- _Aim of the task_: Some lines in the material below hold the word "Julianastraat". Copy all of them.

- _Input records_:
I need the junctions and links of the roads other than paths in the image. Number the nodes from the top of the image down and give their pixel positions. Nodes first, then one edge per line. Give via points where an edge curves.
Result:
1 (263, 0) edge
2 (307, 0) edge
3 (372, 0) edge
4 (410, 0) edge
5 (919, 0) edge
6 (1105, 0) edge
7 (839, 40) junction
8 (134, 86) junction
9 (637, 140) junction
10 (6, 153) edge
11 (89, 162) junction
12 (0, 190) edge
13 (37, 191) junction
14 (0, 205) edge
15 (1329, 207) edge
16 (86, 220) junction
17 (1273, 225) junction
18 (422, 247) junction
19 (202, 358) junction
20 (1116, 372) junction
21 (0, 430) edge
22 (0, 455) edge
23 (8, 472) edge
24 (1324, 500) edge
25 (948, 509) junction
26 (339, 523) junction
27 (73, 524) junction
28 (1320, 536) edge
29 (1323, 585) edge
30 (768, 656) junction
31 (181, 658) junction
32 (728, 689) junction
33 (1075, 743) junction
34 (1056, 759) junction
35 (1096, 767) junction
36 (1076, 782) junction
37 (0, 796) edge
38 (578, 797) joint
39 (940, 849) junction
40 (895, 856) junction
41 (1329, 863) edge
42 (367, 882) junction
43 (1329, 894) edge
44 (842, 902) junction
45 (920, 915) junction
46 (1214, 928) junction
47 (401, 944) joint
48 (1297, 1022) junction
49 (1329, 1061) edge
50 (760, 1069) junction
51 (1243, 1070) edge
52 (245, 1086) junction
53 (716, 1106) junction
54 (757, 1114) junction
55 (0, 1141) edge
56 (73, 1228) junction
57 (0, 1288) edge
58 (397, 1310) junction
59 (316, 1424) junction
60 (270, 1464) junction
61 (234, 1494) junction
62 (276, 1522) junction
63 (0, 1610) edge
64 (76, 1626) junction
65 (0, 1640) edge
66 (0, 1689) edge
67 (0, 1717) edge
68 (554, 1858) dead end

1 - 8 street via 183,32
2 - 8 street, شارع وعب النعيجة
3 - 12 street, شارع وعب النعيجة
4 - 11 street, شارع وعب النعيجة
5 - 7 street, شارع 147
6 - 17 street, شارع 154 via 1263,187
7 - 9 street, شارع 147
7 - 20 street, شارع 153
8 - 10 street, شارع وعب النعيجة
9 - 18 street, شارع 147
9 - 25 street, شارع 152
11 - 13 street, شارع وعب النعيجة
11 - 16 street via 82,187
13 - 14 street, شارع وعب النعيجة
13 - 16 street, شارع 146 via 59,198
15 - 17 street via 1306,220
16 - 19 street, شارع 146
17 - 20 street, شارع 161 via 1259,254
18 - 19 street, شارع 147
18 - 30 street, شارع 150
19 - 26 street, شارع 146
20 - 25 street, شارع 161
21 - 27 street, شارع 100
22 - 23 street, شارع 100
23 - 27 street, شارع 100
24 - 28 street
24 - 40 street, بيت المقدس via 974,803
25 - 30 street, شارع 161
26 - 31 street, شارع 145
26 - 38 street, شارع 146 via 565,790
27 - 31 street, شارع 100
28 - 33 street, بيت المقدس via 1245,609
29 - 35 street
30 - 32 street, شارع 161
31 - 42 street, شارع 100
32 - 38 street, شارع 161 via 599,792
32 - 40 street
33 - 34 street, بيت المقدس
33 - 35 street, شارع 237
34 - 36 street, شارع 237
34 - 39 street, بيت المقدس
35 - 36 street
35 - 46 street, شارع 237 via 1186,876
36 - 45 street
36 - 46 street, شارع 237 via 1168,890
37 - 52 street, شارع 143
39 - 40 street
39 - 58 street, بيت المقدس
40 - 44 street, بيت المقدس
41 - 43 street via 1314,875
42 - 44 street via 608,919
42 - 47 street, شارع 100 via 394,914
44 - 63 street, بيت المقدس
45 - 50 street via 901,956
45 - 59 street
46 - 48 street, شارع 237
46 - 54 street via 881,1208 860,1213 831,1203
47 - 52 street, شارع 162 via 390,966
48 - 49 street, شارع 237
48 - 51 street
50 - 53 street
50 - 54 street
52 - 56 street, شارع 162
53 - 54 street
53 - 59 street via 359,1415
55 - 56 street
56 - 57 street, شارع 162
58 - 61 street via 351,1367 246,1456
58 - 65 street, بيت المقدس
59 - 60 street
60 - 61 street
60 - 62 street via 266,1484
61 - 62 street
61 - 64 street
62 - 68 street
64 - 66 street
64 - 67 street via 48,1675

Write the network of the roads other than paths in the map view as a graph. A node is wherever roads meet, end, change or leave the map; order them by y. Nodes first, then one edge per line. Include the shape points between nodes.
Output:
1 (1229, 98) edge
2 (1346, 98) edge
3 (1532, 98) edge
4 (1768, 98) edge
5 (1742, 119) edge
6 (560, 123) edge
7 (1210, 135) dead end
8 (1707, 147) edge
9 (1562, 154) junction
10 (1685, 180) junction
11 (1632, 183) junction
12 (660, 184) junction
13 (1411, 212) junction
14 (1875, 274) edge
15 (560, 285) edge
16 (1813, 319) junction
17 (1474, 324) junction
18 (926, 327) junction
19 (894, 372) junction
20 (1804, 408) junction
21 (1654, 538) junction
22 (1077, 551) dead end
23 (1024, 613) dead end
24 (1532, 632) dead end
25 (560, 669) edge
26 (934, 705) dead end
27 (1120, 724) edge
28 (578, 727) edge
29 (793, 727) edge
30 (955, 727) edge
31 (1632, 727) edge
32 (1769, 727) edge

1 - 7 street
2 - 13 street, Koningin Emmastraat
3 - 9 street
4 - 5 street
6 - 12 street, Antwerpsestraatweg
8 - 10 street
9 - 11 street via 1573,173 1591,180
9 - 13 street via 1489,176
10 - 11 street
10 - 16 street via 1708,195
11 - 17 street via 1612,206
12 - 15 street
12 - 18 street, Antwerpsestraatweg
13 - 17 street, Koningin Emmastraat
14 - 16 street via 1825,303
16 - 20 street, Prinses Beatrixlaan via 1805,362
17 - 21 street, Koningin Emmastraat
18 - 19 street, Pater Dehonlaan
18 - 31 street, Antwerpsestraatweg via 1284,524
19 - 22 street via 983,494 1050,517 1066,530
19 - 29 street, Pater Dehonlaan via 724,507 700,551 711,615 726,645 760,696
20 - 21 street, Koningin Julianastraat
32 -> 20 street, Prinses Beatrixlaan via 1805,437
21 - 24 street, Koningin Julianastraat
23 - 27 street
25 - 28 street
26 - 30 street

- _Answer to this exercise_:
20 - 21 street, Koningin Julianastraat
21 - 24 street, Koningin Julianastraat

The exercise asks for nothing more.